Is that place really a brewery??

The staff of the American Public House Review took a field trip a few weeks ago to our nation’s capitol.  After a few hours of driving, I was ready for a drink.  Our plan was to head straight to the Dubliner, but as we drove past Washington D.C.’s Union Station that plan expanded quite a bit.

Capitol City Brewing Company

Not being from the Capitol, none of us knew what this giant and gorgeous building was next door, but we all were more than a little surprised to find signs that read Capitol City Brewing Company hanging outside.  This building looked like a museum or federal building, anything but a brewery.  So after a jaunt to the Dubliner, we meandered up the street to see if this really was a brewery.

Capitol City Brewery entrance

What we found was a unique and wonderful place, full of friendly people, incredible visuals, and fine brew.  The building in question is the old Federal City Post Office which now houses, along with the brewpub, the National Postal Museum.  I can’t imagine anywhere else in the world where you will find a brewery sharing space with a museum inside a building that looks like something that stood next to the Parthenon.
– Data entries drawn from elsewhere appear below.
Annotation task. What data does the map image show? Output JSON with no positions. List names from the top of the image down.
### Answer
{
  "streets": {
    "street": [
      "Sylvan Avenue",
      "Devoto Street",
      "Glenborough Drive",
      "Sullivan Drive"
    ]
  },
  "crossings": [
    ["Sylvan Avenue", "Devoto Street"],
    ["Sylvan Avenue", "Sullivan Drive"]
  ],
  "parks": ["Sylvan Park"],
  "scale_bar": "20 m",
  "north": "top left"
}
Prohibition Porter from Capitol City Brewing Company

We had a chance to talk for a while with Head Brewer Ryan Curley, a man who truly knows his stuff.  The fact is that this place does it right.  Besides the incredible surroundings, Ryan and his staff knows what really brings in the crowds…good beer.  And that, along with an indescribable urge to get on the bar and declare opposition to the latest bill in the senate, is exactly what you will find at the Capitol City Brewing Company.

Posted by: David McBride

Warming up at Washington D.C.’s Dubliner

This week, in continued celebration of Saint Patrick’s Day, the American Public House Review heads to our nation’s capitol to visit perhaps Washington D.C.’s most famous public house, the Dubliner.  If you are looking to hobnob with the politicos, this is the place to be.

dubliner-entrance

An Irish Tavern that keeps true to its heritage with great atmosphere and live Celtic music, the Dubliner has become the place for the D.C. recognizables to come and unwind with a pint.  In the days leading up to the Inauguration, MSNBC chose this pub as almost its home base of operations.  I was proud to see the network recognize what we here at the APHR have always know, if you want to find the soul of a town you must start your search in the tavern.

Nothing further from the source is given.